ABOUT THIS TASK –
The entries below must be returned exactly as they stand.

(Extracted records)
====================

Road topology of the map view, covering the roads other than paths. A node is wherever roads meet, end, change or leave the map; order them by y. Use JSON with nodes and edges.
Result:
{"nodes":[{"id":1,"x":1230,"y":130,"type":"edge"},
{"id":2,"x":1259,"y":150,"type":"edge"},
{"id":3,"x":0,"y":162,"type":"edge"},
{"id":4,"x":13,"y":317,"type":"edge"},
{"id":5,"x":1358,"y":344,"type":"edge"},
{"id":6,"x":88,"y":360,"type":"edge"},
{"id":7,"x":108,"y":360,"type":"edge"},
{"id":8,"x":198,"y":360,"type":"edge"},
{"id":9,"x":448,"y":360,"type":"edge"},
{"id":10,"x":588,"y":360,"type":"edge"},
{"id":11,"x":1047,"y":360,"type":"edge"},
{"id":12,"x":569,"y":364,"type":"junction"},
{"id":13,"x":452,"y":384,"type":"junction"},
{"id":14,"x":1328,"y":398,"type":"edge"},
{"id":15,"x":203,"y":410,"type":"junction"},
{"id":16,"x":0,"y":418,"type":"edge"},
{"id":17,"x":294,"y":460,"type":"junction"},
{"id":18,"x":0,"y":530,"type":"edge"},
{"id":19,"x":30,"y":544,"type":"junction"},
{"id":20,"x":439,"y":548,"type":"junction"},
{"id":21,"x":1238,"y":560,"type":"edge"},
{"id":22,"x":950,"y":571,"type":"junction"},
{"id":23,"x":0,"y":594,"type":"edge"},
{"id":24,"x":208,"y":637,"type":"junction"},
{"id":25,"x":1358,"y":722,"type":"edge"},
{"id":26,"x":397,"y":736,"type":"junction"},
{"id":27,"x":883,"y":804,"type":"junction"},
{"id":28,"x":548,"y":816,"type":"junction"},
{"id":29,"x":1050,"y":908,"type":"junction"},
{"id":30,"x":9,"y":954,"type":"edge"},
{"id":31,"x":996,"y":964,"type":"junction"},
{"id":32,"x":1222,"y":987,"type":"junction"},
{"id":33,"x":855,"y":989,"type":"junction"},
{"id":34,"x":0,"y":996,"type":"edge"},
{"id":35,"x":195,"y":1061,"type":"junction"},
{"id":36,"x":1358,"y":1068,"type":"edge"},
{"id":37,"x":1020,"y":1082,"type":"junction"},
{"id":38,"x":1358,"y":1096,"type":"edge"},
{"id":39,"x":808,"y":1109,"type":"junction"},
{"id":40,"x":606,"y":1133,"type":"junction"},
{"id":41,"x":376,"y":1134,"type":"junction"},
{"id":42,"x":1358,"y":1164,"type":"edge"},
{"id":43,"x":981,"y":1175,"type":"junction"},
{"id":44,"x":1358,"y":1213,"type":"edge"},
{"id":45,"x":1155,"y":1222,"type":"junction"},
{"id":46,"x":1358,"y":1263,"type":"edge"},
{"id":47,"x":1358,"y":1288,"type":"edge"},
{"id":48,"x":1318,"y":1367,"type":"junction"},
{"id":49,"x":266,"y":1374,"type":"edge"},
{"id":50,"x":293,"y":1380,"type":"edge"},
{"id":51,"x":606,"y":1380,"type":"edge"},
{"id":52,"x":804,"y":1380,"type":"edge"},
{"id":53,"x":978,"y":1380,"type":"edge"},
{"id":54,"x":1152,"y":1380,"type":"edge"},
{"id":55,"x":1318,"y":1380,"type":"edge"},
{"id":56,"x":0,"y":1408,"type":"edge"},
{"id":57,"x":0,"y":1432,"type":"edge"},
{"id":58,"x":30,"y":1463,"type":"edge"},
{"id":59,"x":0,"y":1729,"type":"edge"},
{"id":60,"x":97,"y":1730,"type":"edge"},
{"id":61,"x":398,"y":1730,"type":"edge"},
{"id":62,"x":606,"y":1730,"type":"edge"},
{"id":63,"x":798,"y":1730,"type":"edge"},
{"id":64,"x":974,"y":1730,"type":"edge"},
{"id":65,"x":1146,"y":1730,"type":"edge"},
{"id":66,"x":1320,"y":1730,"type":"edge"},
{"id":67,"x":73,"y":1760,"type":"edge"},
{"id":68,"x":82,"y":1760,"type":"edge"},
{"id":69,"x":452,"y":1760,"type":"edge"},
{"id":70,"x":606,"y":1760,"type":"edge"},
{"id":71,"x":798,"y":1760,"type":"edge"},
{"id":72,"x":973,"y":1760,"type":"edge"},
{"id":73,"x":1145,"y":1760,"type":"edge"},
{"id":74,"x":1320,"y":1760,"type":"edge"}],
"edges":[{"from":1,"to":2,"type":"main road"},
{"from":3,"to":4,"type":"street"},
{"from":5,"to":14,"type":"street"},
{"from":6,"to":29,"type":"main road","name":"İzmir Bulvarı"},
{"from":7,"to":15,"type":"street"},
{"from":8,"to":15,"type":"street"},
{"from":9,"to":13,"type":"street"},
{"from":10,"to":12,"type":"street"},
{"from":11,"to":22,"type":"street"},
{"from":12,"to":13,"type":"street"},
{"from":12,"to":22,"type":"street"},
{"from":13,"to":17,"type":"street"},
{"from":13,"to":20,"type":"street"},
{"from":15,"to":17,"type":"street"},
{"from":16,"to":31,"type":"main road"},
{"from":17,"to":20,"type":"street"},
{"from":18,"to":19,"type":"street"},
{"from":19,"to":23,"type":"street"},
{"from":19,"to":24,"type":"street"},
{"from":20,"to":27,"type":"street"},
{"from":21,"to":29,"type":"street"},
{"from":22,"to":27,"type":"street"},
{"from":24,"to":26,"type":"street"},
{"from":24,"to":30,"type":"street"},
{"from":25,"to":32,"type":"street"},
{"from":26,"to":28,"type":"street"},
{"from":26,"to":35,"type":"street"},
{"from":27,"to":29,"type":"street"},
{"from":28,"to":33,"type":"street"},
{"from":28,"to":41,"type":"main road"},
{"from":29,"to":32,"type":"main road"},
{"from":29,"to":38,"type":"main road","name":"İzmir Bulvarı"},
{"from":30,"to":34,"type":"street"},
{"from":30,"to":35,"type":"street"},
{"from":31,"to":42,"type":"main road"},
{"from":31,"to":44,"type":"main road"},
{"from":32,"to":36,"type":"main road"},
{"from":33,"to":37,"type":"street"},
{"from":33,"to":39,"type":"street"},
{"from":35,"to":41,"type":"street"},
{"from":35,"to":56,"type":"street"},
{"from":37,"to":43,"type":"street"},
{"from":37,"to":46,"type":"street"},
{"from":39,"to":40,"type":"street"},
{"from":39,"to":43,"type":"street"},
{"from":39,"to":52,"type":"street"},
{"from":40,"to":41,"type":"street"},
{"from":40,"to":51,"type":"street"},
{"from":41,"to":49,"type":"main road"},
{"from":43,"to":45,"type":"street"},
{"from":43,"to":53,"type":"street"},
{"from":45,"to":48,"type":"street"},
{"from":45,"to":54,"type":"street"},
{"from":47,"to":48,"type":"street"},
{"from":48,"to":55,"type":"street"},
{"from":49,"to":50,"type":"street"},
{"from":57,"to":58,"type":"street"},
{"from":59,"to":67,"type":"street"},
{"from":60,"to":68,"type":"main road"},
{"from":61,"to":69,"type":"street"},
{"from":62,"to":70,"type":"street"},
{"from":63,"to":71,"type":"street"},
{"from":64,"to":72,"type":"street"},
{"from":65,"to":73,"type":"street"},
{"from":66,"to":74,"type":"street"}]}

====================

REPLY –
Road topology of the map view, covering the roads other than paths. A node is wherever roads meet, end, change or leave the map; order them by y. Use JSON with nodes and edges.
Result:
{"nodes":[{"id":1,"x":1230,"y":130,"type":"edge"},
{"id":2,"x":1259,"y":150,"type":"edge"},
{"id":3,"x":0,"y":162,"type":"edge"},
{"id":4,"x":13,"y":317,"type":"edge"},
{"id":5,"x":1358,"y":344,"type":"edge"},
{"id":6,"x":88,"y":360,"type":"edge"},
{"id":7,"x":108,"y":360,"type":"edge"},
{"id":8,"x":198,"y":360,"type":"edge"},
{"id":9,"x":448,"y":360,"type":"edge"},
{"id":10,"x":588,"y":360,"type":"edge"},
{"id":11,"x":1047,"y":360,"type":"edge"},
{"id":12,"x":569,"y":364,"type":"junction"},
{"id":13,"x":452,"y":384,"type":"junction"},
{"id":14,"x":1328,"y":398,"type":"edge"},
{"id":15,"x":203,"y":410,"type":"junction"},
{"id":16,"x":0,"y":418,"type":"edge"},
{"id":17,"x":294,"y":460,"type":"junction"},
{"id":18,"x":0,"y":530,"type":"edge"},
{"id":19,"x":30,"y":544,"type":"junction"},
{"id":20,"x":439,"y":548,"type":"junction"},
{"id":21,"x":1238,"y":560,"type":"edge"},
{"id":22,"x":950,"y":571,"type":"junction"},
{"id":23,"x":0,"y":594,"type":"edge"},
{"id":24,"x":208,"y":637,"type":"junction"},
{"id":25,"x":1358,"y":722,"type":"edge"},
{"id":26,"x":397,"y":736,"type":"junction"},
{"id":27,"x":883,"y":804,"type":"junction"},
{"id":28,"x":548,"y":816,"type":"junction"},
{"id":29,"x":1050,"y":908,"type":"junction"},
{"id":30,"x":9,"y":954,"type":"edge"},
{"id":31,"x":996,"y":964,"type":"junction"},
{"id":32,"x":1222,"y":987,"type":"junction"},
{"id":33,"x":855,"y":989,"type":"junction"},
{"id":34,"x":0,"y":996,"type":"edge"},
{"id":35,"x":195,"y":1061,"type":"junction"},
{"id":36,"x":1358,"y":1068,"type":"edge"},
{"id":37,"x":1020,"y":1082,"type":"junction"},
{"id":38,"x":1358,"y":1096,"type":"edge"},
{"id":39,"x":808,"y":1109,"type":"junction"},
{"id":40,"x":606,"y":1133,"type":"junction"},
{"id":41,"x":376,"y":1134,"type":"junction"},
{"id":42,"x":1358,"y":1164,"type":"edge"},
{"id":43,"x":981,"y":1175,"type":"junction"},
{"id":44,"x":1358,"y":1213,"type":"edge"},
{"id":45,"x":1155,"y":1222,"type":"junction"},
{"id":46,"x":1358,"y":1263,"type":"edge"},
{"id":47,"x":1358,"y":1288,"type":"edge"},
{"id":48,"x":1318,"y":1367,"type":"junction"},
{"id":49,"x":266,"y":1374,"type":"edge"},
{"id":50,"x":293,"y":1380,"type":"edge"},
{"id":51,"x":606,"y":1380,"type":"edge"},
{"id":52,"x":804,"y":1380,"type":"edge"},
{"id":53,"x":978,"y":1380,"type":"edge"},
{"id":54,"x":1152,"y":1380,"type":"edge"},
{"id":55,"x":1318,"y":1380,"type":"edge"},
{"id":56,"x":0,"y":1408,"type":"edge"},
{"id":57,"x":0,"y":1432,"type":"edge"},
{"id":58,"x":30,"y":1463,"type":"edge"},
{"id":59,"x":0,"y":1729,"type":"edge"},
{"id":60,"x":97,"y":1730,"type":"edge"},
{"id":61,"x":398,"y":1730,"type":"edge"},
{"id":62,"x":606,"y":1730,"type":"edge"},
{"id":63,"x":798,"y":1730,"type":"edge"},
{"id":64,"x":974,"y":1730,"type":"edge"},
{"id":65,"x":1146,"y":1730,"type":"edge"},
{"id":66,"x":1320,"y":1730,"type":"edge"},
{"id":67,"x":73,"y":1760,"type":"edge"},
{"id":68,"x":82,"y":1760,"type":"edge"},
{"id":69,"x":452,"y":1760,"type":"edge"},
{"id":70,"x":606,"y":1760,"type":"edge"},
{"id":71,"x":798,"y":1760,"type":"edge"},
{"id":72,"x":973,"y":1760,"type":"edge"},
{"id":73,"x":1145,"y":1760,"type":"edge"},
{"id":74,"x":1320,"y":1760,"type":"edge"}],
"edges":[{"from":1,"to":2,"type":"main road"},
{"from":3,"to":4,"type":"street"},
{"from":5,"to":14,"type":"street"},
{"from":6,"to":29,"type":"main road","name":"İzmir Bulvarı"},
{"from":7,"to":15,"type":"street"},
{"from":8,"to":15,"type":"street"},
{"from":9,"to":13,"type":"street"},
{"from":10,"to":12,"type":"street"},
{"from":11,"to":22,"type":"street"},
{"from":12,"to":13,"type":"street"},
{"from":12,"to":22,"type":"street"},
{"from":13,"to":17,"type":"street"},
{"from":13,"to":20,"type":"street"},
{"from":15,"to":17,"type":"street"},
{"from":16,"to":31,"type":"main road"},
{"from":17,"to":20,"type":"street"},
{"from":18,"to":19,"type":"street"},
{"from":19,"to":23,"type":"street"},
{"from":19,"to":24,"type":"street"},
{"from":20,"to":27,"type":"street"},
{"from":21,"to":29,"type":"street"},
{"from":22,"to":27,"type":"street"},
{"from":24,"to":26,"type":"street"},
{"from":24,"to":30,"type":"street"},
{"from":25,"to":32,"type":"street"},
{"from":26,"to":28,"type":"street"},
{"from":26,"to":35,"type":"street"},
{"from":27,"to":29,"type":"street"},
{"from":28,"to":33,"type":"street"},
{"from":28,"to":41,"type":"main road"},
{"from":29,"to":32,"type":"main road"},
{"from":29,"to":38,"type":"main road","name":"İzmir Bulvarı"},
{"from":30,"to":34,"type":"street"},
{"from":30,"to":35,"type":"street"},
{"from":31,"to":42,"type":"main road"},
{"from":31,"to":44,"type":"main road"},
{"from":32,"to":36,"type":"main road"},
{"from":33,"to":37,"type":"street"},
{"from":33,"to":39,"type":"street"},
{"from":35,"to":41,"type":"street"},
{"from":35,"to":56,"type":"street"},
{"from":37,"to":43,"type":"street"},
{"from":37,"to":46,"type":"street"},
{"from":39,"to":40,"type":"street"},
{"from":39,"to":43,"type":"street"},
{"from":39,"to":52,"type":"street"},
{"from":40,"to":41,"type":"street"},
{"from":40,"to":51,"type":"street"},
{"from":41,"to":49,"type":"main road"},
{"from":43,"to":45,"type":"street"},
{"from":43,"to":53,"type":"street"},
{"from":45,"to":48,"type":"street"},
{"from":45,"to":54,"type":"street"},
{"from":47,"to":48,"type":"street"},
{"from":48,"to":55,"type":"street"},
{"from":49,"to":50,"type":"street"},
{"from":57,"to":58,"type":"street"},
{"from":59,"to":67,"type":"street"},
{"from":60,"to":68,"type":"main road"},
{"from":61,"to":69,"type":"street"},
{"from":62,"to":70,"type":"street"},
{"from":63,"to":71,"type":"street"},
{"from":64,"to":72,"type":"street"},
{"from":65,"to":73,"type":"street"},
{"from":66,"to":74,"type":"street"}]}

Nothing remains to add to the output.